Loans are probably the most persuasive reason to drop out of university. With slim prospects of well-paid work, loans are an effective prison, keeping the recent graduate from fully exploring their options. You can live on little money. I found work in hostels for my room and board, running pub crawls for cash.

I worked in bars, restaurants, proofreading, tourism and, once, in a strip club, as everything from cleaner to manager, but in some sense remaining my own boss. You can’t float around like that with debt.

University fits into a traditional route to success through hard work and intelligence but there are other paths. After all, even accounting for the minority of graduates working in their fields, careers today can encompass dozens of jobs in several industries. It’s easier than ever to move around. Networks are global, borders ever more transparent, and knowledge is free or cheap. New industries emerge and old ones die out each generation. Academia simply does not make sense as training for that kind of world.

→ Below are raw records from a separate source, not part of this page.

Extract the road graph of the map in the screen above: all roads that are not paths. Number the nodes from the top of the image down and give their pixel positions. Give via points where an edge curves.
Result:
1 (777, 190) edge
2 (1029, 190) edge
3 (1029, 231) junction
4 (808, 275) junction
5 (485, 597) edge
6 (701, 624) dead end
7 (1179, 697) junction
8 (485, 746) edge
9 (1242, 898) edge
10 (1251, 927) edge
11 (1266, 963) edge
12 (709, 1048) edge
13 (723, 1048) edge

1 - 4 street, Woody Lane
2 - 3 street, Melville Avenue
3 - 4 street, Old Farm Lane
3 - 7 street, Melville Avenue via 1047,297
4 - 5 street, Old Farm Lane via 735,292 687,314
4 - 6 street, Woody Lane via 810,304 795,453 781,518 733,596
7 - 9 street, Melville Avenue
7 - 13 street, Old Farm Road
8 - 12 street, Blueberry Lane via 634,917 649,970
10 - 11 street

That’s not to call university useless, but rather to suggest that it return to what it once was: education for the sake of knowledge. Universities could maintain a high standard, rather than churning through thousands of students; students could study what they wanted when and if they wanted. For everyone else, there’s a world of opportunity that begins perhaps with trades and ends only with your creativity.

Travelling, exploring, and working sounds like the classic gap year but it’s not. Don’t defer – leave or don’t go, because the issue here is the expectation that everyone will and should attend university. There are so many other options. Move, volunteer, work a random job or pursue the one you want, regardless of qualifications.

When I’m employing workers, their level of education is irrelevant. I look for a history of people skills, whether their experience was skilled or unskilled, paid or unpaid. Even that’s not carved in stone. The real necessities aren’t taught in university: flexibility, creativity, teamwork and enthusiasm. I can train people for the job but I can’t train personalities.

Arguably, university is excellent for networking – but again, this isn’t essential. I’ve never used a university contact since leaving. I’m often offered jobs now, in my field and beyond it, by people I’ve met along my way; I have friends in 15 countries and a plethora of industries. Maybe my next job will be breeding pigs in Poland, or teaching diving from a Caribbean cruise ship. Maybe I’ll publish my novel. I haven’t decided yet, but I know I’ll get where I want because I stand out.

I have something different and impressive: I dropped out of university.